Data records:
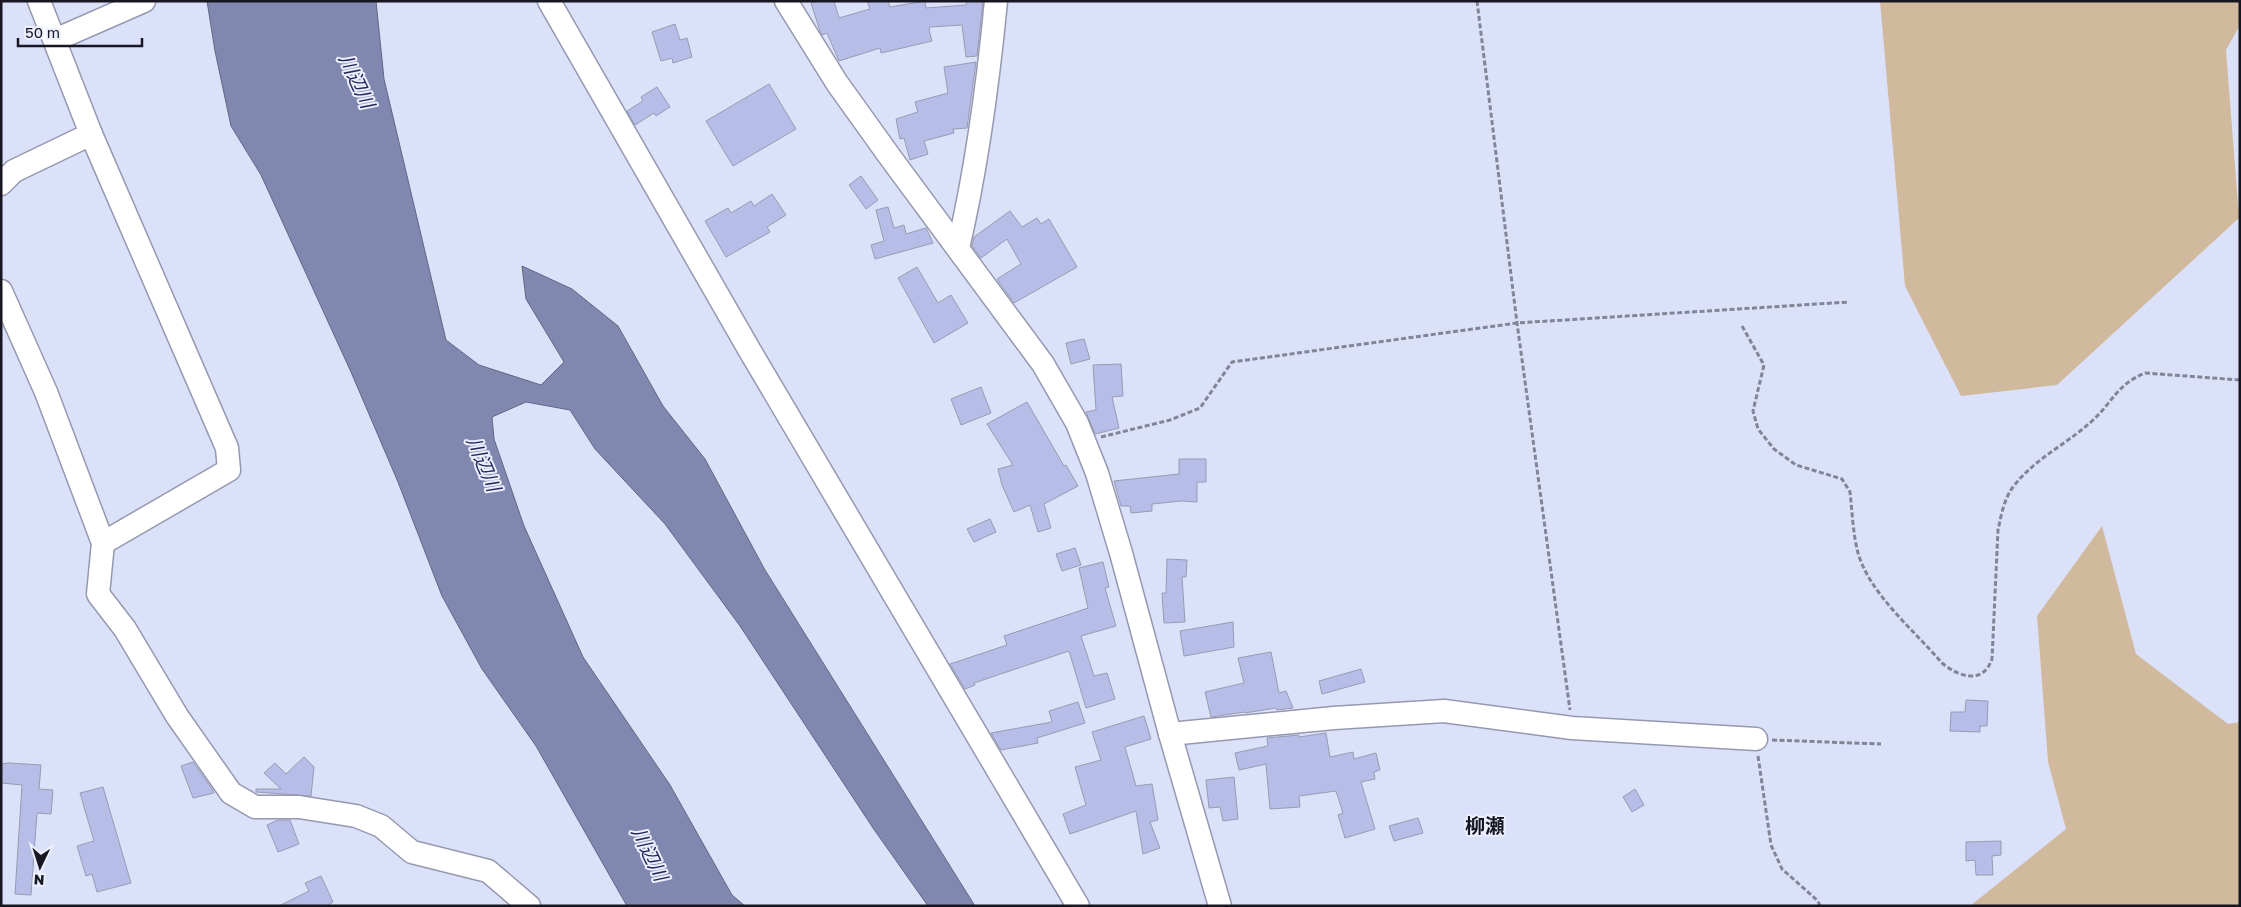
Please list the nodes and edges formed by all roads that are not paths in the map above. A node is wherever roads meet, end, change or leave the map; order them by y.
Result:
1 (39, 1) edge
2 (549, 1) edge
3 (787, 1) edge
4 (996, 1) edge
5 (138, 4) edge
6 (55, 40) junction
7 (91, 134) junction
8 (1, 184) edge
9 (958, 248) junction
10 (1, 291) edge
11 (102, 543) junction
12 (1170, 734) junction
13 (1756, 739) road end
14 (529, 906) edge
15 (1078, 906) edge
16 (1220, 906) edge

1 - 6 street
2 - 15 street
3 - 9 street
4 - 9 street
5 - 6 street
6 - 7 street
7 - 8 street
7 - 11 street
9 - 12 street
10 - 11 street
11 - 14 street
12 - 13 street
12 - 16 street

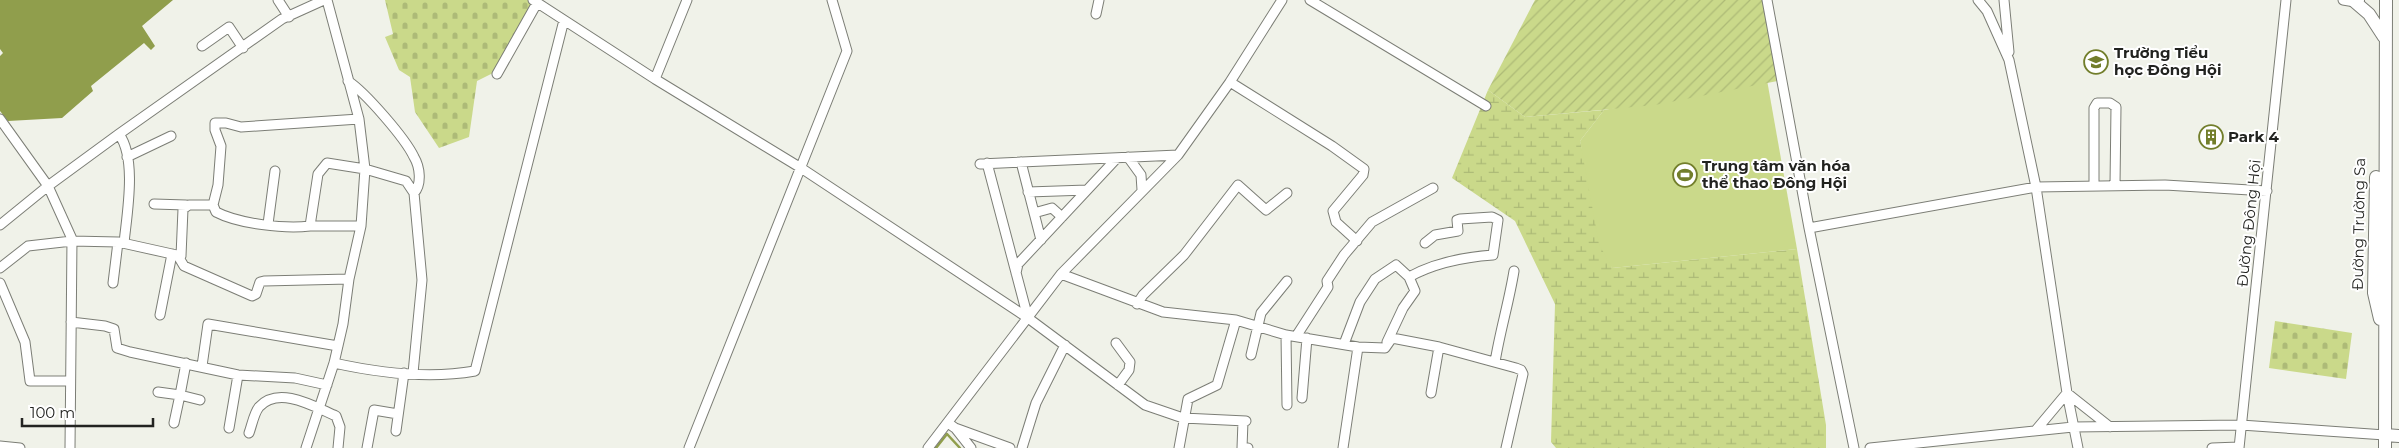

Exercise objective:
Apart from its pictures, the data is to be repeated exactly.

Solved problem:
Please list the nodes and edges formed by all roads that are not paths in the map above. A node is wherever roads meet, end, change or leave the map; order them by y.
Result:
1 (39, 1) edge
2 (549, 1) edge
3 (787, 1) edge
4 (996, 1) edge
5 (138, 4) edge
6 (55, 40) junction
7 (91, 134) junction
8 (1, 184) edge
9 (958, 248) junction
10 (1, 291) edge
11 (102, 543) junction
12 (1170, 734) junction
13 (1756, 739) road end
14 (529, 906) edge
15 (1078, 906) edge
16 (1220, 906) edge

1 - 6 street
2 - 15 street
3 - 9 street
4 - 9 street
5 - 6 street
6 - 7 street
7 - 8 street
7 - 11 street
9 - 12 street
10 - 11 street
11 - 14 street
12 - 13 street
12 - 16 street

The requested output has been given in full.